▶ _WHAT THE TASK REQUIRES_
Show every line from the entries that follow which holds the word "lane".

▶ _Saved entries_
----------------

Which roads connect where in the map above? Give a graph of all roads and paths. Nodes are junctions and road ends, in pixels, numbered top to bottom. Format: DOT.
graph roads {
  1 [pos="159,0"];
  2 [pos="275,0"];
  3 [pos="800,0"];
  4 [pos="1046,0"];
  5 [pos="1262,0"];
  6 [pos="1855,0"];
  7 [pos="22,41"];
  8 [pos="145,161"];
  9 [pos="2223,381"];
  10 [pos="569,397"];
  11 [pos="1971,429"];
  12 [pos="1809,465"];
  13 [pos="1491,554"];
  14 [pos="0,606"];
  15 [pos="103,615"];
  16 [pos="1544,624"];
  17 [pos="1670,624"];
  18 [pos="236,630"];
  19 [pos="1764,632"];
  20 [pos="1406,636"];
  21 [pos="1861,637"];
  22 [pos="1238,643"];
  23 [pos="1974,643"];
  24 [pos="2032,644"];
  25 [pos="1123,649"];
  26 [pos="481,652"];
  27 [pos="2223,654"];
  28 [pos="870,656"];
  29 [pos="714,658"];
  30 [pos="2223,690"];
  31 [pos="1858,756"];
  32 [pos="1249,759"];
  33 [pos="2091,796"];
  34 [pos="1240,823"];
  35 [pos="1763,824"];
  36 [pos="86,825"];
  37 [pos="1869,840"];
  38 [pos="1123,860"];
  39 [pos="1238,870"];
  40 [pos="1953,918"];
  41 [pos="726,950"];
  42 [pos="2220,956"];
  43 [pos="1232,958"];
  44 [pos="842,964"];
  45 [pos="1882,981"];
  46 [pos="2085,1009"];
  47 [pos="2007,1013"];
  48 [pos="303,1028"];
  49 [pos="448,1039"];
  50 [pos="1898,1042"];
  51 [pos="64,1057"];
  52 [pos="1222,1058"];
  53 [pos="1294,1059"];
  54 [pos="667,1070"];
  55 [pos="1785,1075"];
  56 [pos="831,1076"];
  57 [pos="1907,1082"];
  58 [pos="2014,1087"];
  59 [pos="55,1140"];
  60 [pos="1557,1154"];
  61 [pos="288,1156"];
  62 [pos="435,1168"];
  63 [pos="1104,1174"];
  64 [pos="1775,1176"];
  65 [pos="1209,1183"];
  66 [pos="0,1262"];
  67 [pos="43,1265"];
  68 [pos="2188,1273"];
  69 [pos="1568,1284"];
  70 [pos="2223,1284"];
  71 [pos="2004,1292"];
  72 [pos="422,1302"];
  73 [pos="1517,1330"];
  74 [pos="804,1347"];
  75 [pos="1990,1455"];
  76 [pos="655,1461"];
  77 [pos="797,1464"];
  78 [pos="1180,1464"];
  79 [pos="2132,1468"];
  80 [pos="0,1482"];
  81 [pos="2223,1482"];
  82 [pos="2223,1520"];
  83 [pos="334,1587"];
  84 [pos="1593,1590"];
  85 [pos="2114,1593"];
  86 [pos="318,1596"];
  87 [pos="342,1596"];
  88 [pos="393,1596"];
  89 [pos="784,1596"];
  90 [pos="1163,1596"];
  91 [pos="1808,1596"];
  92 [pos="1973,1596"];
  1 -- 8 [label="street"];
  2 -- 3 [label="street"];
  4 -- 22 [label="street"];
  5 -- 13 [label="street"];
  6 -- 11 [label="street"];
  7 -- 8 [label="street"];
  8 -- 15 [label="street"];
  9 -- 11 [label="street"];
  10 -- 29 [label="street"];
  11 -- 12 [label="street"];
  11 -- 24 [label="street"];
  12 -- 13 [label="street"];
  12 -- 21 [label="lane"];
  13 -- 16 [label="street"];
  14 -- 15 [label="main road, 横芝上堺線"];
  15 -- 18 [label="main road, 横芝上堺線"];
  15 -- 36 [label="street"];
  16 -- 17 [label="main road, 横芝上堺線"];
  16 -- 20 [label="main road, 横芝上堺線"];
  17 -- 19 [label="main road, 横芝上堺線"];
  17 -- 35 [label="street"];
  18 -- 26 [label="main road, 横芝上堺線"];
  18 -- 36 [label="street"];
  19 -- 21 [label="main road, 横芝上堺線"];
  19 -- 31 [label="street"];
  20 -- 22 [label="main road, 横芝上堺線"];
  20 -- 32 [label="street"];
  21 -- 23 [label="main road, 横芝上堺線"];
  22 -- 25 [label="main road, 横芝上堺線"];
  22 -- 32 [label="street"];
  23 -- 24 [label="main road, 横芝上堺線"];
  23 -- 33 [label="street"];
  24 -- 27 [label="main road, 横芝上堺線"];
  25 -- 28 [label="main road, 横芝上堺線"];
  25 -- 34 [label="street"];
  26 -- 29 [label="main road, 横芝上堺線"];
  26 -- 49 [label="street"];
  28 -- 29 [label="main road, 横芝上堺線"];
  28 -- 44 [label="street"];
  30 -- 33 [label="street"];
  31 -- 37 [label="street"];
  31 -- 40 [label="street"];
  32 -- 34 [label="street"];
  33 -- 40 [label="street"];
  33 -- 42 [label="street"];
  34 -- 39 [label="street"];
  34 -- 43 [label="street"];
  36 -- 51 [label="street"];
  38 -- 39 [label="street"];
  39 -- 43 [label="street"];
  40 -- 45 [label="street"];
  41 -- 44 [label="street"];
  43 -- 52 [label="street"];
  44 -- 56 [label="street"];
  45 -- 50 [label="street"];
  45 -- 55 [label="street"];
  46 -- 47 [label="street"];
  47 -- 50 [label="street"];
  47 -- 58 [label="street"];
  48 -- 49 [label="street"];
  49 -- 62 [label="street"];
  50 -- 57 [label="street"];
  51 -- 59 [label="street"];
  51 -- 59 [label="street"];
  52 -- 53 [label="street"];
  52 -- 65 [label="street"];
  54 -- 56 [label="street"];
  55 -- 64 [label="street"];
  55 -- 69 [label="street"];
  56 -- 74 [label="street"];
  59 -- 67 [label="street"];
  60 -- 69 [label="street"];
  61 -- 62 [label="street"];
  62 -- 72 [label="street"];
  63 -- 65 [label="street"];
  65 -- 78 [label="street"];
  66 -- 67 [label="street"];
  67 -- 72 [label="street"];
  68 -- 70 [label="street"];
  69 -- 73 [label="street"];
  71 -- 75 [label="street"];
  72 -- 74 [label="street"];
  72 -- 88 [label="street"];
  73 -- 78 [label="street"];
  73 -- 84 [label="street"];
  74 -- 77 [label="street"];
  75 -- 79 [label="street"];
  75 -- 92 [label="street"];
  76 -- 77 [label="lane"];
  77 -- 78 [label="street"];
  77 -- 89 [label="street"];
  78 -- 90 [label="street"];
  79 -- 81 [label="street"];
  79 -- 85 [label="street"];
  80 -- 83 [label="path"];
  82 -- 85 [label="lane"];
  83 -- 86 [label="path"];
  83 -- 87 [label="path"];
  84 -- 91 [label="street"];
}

----------------

▶ _YOUR SOLUTION_
  12 -- 21 [label="lane"];
  76 -- 77 [label="lane"];
  82 -- 85 [label="lane"];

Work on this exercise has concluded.